What needs to be done -
Give again, word for word, every line in the entries below from the line with "thumb cmc: (470, 322)" up to and including the line with "thumb mcp: (289, 331)", and no other line.

━━━━━ The data

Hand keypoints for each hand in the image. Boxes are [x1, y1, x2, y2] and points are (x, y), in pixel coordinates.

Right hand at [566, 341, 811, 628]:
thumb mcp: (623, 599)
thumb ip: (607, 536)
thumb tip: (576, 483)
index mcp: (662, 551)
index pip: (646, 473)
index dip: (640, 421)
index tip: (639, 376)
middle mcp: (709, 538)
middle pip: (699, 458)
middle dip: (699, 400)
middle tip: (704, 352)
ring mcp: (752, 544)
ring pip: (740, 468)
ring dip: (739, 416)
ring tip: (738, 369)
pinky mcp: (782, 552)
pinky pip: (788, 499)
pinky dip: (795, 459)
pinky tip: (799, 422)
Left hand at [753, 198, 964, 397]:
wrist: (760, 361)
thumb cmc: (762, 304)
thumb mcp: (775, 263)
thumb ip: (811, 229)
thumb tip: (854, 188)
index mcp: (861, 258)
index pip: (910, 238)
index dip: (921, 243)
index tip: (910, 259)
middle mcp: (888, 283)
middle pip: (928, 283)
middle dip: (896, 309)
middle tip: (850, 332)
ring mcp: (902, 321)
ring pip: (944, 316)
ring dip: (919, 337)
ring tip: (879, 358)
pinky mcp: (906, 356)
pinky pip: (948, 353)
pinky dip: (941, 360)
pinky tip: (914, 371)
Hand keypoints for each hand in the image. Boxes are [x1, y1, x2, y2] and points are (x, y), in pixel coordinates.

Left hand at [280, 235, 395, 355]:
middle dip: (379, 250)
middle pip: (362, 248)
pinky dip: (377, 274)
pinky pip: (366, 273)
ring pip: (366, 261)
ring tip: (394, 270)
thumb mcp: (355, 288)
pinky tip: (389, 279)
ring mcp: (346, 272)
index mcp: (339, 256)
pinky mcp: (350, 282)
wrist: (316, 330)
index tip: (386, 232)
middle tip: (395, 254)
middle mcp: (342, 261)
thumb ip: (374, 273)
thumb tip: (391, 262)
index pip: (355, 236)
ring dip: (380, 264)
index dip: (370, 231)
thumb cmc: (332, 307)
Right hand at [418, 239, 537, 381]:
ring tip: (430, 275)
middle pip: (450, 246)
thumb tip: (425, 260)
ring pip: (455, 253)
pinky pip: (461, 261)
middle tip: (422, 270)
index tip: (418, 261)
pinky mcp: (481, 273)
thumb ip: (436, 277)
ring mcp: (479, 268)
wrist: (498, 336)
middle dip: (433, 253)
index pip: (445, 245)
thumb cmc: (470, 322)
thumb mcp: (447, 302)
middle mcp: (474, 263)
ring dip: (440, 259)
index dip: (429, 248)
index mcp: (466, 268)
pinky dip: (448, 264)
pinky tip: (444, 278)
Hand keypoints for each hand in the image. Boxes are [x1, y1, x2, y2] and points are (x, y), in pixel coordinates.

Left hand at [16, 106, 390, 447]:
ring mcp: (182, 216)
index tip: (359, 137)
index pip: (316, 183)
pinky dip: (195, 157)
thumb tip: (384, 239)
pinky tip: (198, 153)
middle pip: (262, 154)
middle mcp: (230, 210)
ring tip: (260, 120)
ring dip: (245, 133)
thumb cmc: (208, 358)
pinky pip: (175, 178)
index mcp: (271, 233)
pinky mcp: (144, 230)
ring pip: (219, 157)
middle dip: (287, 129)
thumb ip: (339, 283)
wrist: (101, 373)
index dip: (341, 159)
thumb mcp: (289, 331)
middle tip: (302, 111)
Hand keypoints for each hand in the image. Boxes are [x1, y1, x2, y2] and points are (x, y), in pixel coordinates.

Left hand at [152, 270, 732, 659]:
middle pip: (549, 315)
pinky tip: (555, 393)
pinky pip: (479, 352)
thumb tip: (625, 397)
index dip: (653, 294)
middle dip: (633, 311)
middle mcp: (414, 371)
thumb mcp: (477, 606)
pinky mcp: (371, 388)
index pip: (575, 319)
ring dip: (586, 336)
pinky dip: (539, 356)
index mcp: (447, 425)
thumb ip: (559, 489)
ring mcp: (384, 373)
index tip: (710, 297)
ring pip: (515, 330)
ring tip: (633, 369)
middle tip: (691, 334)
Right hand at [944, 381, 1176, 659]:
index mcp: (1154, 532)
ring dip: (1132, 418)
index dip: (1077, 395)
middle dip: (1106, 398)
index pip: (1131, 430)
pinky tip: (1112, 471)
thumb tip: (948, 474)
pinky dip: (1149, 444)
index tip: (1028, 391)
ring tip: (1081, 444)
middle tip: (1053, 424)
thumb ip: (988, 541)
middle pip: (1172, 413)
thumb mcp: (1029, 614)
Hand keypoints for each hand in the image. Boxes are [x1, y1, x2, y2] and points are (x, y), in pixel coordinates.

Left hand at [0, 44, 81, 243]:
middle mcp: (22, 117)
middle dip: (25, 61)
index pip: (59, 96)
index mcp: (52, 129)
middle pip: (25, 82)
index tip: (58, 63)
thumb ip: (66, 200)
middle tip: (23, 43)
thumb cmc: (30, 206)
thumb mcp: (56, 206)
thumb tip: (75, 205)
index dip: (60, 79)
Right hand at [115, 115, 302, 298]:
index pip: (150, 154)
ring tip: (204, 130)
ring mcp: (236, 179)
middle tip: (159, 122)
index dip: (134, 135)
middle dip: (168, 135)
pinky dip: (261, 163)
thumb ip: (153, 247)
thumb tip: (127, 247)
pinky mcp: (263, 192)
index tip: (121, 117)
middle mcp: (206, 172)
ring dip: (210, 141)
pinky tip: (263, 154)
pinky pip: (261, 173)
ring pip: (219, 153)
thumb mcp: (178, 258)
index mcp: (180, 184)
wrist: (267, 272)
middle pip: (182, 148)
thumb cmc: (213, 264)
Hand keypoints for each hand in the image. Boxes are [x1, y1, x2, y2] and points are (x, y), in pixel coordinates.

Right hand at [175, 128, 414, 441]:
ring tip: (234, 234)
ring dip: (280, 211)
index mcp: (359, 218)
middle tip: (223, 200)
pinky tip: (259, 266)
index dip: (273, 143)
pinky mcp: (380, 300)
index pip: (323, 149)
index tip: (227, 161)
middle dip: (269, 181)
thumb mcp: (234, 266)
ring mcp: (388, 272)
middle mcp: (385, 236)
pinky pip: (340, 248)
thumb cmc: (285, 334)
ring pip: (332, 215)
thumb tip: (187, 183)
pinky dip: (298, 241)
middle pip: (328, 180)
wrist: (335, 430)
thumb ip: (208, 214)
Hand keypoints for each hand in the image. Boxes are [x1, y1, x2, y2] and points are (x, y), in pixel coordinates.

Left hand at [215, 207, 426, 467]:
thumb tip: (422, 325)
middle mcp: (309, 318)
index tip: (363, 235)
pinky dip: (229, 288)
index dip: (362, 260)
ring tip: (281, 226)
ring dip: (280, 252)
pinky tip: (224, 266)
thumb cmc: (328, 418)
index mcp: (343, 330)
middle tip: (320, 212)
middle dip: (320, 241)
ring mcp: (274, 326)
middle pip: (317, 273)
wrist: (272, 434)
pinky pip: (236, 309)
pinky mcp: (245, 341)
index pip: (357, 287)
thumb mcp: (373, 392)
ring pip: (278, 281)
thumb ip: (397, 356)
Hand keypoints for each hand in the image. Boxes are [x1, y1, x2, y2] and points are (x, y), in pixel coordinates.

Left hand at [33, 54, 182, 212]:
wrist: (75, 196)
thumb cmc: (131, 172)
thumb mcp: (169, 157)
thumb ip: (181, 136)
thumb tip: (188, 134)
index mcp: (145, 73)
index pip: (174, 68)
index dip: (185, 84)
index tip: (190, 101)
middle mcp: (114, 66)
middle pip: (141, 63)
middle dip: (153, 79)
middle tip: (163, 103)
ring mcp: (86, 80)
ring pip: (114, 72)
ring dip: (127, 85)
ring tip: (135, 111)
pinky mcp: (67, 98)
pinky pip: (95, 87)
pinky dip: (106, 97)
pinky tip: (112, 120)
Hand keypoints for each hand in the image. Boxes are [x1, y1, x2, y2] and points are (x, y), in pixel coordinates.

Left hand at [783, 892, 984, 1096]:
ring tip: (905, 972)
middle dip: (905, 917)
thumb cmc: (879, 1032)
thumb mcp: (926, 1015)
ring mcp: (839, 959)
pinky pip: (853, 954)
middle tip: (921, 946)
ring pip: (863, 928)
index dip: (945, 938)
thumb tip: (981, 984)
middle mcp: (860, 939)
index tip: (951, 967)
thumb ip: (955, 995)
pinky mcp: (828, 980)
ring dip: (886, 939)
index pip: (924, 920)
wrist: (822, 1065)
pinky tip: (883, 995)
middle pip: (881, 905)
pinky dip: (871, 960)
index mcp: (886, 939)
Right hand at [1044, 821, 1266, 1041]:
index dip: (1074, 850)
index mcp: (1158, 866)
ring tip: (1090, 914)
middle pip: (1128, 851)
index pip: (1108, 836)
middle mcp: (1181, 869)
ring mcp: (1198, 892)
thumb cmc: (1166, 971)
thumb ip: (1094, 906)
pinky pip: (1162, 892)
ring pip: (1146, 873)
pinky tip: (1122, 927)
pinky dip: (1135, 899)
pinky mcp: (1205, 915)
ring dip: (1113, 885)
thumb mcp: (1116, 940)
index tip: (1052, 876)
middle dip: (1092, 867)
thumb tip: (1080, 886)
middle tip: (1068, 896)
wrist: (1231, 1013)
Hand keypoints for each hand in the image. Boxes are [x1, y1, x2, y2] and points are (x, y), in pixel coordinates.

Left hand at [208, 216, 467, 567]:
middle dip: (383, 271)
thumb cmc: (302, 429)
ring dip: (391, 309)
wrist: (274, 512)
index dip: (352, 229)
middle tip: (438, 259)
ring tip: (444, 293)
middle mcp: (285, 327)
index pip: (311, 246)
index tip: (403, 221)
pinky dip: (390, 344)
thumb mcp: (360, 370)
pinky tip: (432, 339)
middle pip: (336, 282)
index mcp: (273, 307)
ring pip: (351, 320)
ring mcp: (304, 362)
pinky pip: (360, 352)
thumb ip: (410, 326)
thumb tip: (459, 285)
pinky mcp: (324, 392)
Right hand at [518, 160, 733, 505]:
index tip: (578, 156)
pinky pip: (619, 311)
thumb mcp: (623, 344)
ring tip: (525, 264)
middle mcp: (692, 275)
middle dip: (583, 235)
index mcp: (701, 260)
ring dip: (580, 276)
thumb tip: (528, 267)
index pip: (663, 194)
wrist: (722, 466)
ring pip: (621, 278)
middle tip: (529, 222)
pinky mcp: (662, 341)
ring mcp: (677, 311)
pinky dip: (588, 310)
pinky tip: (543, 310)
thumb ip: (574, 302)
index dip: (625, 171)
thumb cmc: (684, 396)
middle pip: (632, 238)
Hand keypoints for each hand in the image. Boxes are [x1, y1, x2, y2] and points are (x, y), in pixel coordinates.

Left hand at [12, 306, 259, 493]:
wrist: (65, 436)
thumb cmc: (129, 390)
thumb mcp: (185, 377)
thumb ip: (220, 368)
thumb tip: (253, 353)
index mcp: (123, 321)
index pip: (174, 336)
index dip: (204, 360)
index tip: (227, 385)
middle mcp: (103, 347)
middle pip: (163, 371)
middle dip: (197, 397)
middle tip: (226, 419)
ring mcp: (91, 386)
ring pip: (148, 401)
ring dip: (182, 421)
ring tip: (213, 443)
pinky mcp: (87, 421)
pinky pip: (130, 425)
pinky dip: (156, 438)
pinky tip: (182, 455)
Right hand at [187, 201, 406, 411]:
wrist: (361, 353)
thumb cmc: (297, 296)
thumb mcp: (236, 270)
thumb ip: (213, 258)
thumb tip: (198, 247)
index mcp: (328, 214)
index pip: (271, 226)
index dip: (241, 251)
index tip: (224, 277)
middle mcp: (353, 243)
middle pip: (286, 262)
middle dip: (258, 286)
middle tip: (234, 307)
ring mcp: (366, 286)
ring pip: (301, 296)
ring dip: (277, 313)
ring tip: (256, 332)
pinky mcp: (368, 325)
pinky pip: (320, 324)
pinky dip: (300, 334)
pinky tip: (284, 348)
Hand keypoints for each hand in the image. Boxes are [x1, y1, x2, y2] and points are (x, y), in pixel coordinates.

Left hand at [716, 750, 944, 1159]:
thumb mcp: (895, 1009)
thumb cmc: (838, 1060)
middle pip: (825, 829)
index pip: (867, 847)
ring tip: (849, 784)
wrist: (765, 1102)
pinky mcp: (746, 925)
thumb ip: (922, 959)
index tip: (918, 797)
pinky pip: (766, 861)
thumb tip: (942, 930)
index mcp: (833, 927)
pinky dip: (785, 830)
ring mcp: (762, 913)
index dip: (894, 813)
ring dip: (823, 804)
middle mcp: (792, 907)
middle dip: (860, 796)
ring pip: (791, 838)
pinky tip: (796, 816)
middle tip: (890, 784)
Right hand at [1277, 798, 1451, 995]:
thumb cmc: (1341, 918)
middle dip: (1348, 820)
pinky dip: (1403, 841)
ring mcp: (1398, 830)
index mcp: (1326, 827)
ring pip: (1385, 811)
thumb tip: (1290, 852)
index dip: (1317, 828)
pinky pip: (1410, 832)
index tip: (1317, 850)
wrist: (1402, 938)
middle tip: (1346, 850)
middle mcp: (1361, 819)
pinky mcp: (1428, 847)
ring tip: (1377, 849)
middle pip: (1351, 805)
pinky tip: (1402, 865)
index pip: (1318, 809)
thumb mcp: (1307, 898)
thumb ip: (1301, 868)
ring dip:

━━━━━━━━━━

Answer below -
thumb cmc: (470, 322)
thumb mcp: (447, 302)
middle mcp: (474, 263)
ring dip: (440, 259)
index dip: (429, 248)
index mcp: (466, 268)
pinky dip: (448, 264)
pinky tip: (444, 278)
Hand keypoints for each hand in the image. Boxes are [x1, y1, x2, y2] and points are (x, y), in pixel coordinates.

Left hand at [16, 106, 390, 447]:
ring mcp: (182, 216)
index tip: (359, 137)
index pip: (316, 183)
pinky dip: (195, 157)
thumb tip: (384, 239)
pinky tip: (198, 153)
middle pip: (262, 154)
middle mcp: (230, 210)
ring tip: (260, 120)
ring dip: (245, 133)
thumb cmc: (208, 358)
pinky pip: (175, 178)
index mcp: (271, 233)
pinky mcp: (144, 230)
ring pip: (219, 157)
middle dip: (287, 129)
thumb ip: (339, 283)
wrist: (101, 373)
index dip: (341, 159)
thumb mcp: (289, 331)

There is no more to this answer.